Harry Mulisch a dit un jour que l’on inventerait un jour un appareil capable de lire toutes les histoires qui se passaient entre les murs. A cette époque, il parlait des murs de sa maison parentale, et en ce sens des murs de toutes les maisons de tous les peuples du monde. Si les murs pouvaient parler, dit-on parfois, on entendrait les choses les plus étranges.

Dans notre désir de compréhension, nous connectons les histoires aux objets et aux murs. Et aux bureaux, j’ai pensé quand j’ai vu une photo de Mark Rutte au bureau du président américain Joe Biden ce week-end. Il semble que Biden lui-même l’ait invité. Comme, allez mon garçon, assieds-toi et vois ce que ça fait. Le président américain avait trouvé tout beau et douillet, jusqu’à ce que son homologue hollandais – toute audace hollandaise – prenne le téléphone et agisse comme s’il était déjà chez lui. Je plaisante, bien sûr.
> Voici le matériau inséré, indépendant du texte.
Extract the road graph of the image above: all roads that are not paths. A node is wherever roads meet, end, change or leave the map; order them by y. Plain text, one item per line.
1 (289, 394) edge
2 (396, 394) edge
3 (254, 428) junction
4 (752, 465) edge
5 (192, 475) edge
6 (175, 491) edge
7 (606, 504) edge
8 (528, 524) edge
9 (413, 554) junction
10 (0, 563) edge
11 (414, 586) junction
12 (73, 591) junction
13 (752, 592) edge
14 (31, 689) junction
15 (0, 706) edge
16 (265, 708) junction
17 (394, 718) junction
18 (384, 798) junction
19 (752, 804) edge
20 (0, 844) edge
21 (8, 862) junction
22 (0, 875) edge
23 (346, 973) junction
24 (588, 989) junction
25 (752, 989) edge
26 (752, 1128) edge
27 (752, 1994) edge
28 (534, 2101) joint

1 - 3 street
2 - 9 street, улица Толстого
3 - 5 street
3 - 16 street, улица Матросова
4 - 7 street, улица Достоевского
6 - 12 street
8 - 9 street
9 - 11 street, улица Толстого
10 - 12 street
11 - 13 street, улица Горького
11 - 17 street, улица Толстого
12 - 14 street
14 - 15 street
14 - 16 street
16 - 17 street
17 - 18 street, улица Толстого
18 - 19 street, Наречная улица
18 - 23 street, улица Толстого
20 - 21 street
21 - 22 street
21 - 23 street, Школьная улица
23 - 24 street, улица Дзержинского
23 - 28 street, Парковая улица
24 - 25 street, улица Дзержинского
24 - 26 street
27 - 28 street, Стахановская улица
Il en est résulté une photo saisissante, car ce bureau a une valeur historique. Mais il n’a cette valeur que parce que les gens lui donnent un sens. Nous nous connectons à travers ces objets à des choses qui sont plus grandes que nous, tout comme Rutte se connecte à travers ce bureau à la puissance mondiale qu’est l’Amérique. Mulisch était connecté à travers les murs de la maison dans laquelle il a grandi, non seulement à ses parents, mais aussi à la Seconde Guerre mondiale et à l’histoire des Juifs, qui se sont déroulées de manière aussi privée qu’universelle à l’intérieur de ces murs, à travers lesquels cette maison, ces pierres, ces portes et ces encadrements de fenêtres ont pris vie comme un précieux dépositaire de la mémoire humaine.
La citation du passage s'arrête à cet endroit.